I feel like I've always been attuned to the overall mood of a place. Certain songs or books always have given me a sense of where I am, a sense of atmosphere. Even when I haven't read the book or heard the song in years, it only takes a few seconds to bring me right back to where I was before. I also think I've always been affected by the atmosphere of a place. Despite the fact that I can be a pretty messy and cluttered person, the atmosphere of my home affects my ability to accomplish anything. I feel like I'm fairly sensitive to the beauty or lack of beauty in my environment.
For all this, I've never thought too much about home. I look forward to going home, but in the past it hasn't been because of the place. Home to me is more a function of the people around me. If my family comes to Provo to visit me, I'm home.
But this weekend, I've been overwhelmed with appreciation for the beauty of my (now past-tense) home. I love the flowers and the quiet street on which my parents live. I love the painted, not white walls. I love the picture frames with my siblings and grandparents. I love the surroundings that gradually changed around me as I grew up, sometimes shifting but always in a way that was comfortable and everyday.

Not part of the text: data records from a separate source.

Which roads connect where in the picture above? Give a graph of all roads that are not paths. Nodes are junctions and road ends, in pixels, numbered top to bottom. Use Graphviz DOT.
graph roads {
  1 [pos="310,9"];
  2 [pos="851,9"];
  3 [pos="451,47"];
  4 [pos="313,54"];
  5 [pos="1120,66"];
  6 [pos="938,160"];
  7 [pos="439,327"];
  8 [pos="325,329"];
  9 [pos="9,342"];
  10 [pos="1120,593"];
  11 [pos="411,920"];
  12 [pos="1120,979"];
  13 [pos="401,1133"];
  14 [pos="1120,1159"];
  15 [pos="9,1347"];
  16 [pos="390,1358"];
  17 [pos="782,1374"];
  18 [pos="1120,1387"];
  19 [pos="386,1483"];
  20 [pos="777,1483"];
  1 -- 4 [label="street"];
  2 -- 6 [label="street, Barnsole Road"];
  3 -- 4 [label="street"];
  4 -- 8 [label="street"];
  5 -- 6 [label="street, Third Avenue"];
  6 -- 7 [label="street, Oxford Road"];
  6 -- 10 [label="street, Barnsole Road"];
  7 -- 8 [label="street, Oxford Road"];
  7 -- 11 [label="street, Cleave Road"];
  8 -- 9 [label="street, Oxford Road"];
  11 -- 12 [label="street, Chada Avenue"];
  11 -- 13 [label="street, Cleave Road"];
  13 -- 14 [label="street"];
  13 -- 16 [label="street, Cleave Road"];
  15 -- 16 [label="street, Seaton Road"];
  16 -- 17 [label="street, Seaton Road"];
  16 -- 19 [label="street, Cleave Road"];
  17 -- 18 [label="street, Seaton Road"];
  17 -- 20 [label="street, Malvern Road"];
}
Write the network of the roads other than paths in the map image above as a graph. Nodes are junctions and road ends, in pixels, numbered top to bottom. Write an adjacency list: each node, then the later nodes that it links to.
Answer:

Now, my Boise family is probably rejoicing and my Modesto family is probably worrying that we are going to end up here. I have no idea where we will end up - there are pros and cons of each situation, and the fact that it is at least five years ago means it is not really on the radar yet. I'm just grateful for the awareness in the moment of how blessed I am to be in such a beautiful, peaceful place in this short respite from school.